Also known as: radials, counterpoise, ground radials, radial system
Radials and a counterpoise are the artificial ground system placed under a vertical monopole antenna to give its current somewhere to return to.1 A monopole is only half an antenna — the “missing” half is supplied by its image in a conducting ground plane — so it needs a good electrical ground beneath it to work. Radials are wires laid out from the base like spokes; a counterpoise is a similar system of conductors that stands in for a real earth connection, often when a true ground is impractical. Together they set the antenna’s efficiency and stabilize its feedpoint.
How it works
Current fed into a monopole must complete a circuit. In an ideal installation over perfectly conducting earth, the ground acts as a mirror, reflecting the antenna’s image and supplying the return current with no loss. Real soil is far from a perfect conductor, so the return currents flow through lossy earth, adding resistance that dissipates power as heat — this ground loss is often the single largest inefficiency of a ground-mounted vertical. Radials intercept those return currents in low-resistance copper before they reach the lossy soil:
- Buried (or on-ground) radials are laid on or just under the surface. Because they work with the soil rather than resonating, more is better and length is not critical — 30 to 60+ quarter-wave radials approach the performance of a solid ground plane, while a handful gives poor efficiency. This is the classic broadcast-tower ground field.

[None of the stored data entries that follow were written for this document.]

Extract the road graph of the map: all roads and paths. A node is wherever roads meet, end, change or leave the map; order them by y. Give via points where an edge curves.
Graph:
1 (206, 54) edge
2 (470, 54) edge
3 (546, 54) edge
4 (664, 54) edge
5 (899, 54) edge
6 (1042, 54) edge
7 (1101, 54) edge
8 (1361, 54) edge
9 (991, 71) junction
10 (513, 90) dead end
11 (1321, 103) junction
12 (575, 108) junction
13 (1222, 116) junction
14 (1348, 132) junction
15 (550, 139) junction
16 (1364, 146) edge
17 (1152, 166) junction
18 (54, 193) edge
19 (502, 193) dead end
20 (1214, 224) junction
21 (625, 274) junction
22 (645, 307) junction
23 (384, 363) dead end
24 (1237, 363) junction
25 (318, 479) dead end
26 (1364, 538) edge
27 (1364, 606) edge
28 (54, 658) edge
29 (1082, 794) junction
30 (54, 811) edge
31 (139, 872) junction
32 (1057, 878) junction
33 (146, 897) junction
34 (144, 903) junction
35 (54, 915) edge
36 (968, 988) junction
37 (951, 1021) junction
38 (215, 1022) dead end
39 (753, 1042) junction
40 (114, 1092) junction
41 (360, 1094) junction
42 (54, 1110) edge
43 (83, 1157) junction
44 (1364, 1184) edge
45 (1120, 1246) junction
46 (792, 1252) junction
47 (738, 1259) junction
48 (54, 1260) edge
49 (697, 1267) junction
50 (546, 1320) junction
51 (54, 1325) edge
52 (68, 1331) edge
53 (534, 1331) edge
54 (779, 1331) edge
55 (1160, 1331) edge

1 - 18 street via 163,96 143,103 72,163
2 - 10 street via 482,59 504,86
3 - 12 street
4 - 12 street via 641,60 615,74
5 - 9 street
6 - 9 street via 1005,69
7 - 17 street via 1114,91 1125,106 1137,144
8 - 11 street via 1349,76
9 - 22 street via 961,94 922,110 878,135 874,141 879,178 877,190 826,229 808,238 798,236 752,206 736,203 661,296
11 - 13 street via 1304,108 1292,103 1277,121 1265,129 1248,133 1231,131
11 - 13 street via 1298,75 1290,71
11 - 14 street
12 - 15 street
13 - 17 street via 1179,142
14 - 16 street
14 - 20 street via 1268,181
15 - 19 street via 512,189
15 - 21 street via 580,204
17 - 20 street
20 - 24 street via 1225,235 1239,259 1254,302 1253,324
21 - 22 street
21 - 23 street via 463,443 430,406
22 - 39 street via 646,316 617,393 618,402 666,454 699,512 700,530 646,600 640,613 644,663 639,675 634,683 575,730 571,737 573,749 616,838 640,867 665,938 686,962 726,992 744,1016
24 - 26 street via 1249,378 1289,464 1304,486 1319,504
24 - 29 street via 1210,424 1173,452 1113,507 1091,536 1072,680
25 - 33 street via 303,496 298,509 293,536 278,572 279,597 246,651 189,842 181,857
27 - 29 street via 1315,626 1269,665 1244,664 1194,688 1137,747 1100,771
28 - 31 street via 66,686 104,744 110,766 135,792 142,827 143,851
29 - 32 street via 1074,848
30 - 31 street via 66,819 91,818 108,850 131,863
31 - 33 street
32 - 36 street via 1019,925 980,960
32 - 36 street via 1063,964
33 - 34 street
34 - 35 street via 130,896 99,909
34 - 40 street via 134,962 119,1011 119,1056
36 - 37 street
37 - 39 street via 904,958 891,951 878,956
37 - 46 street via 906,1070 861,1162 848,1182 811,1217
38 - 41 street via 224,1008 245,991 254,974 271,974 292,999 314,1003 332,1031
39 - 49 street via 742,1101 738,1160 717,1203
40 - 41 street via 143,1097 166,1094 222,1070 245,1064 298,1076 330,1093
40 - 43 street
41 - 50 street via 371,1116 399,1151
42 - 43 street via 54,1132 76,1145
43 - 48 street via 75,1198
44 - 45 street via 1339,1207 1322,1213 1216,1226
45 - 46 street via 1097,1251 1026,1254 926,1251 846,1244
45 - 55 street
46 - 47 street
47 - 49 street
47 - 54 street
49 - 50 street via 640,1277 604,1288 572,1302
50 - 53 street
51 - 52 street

- Elevated radials are raised above ground and do resonate. A surprisingly small number — as few as two to four tuned quarter-wave radials — can rival dozens of buried ones, because they are decoupled from the lossy earth and carry the return current in the air.
- A counterpoise is a conductor or set of conductors serving as the ground reference when no earth connection is used at all — for example a metal vehicle body under a mobile whip, or a wire grid under a portable vertical.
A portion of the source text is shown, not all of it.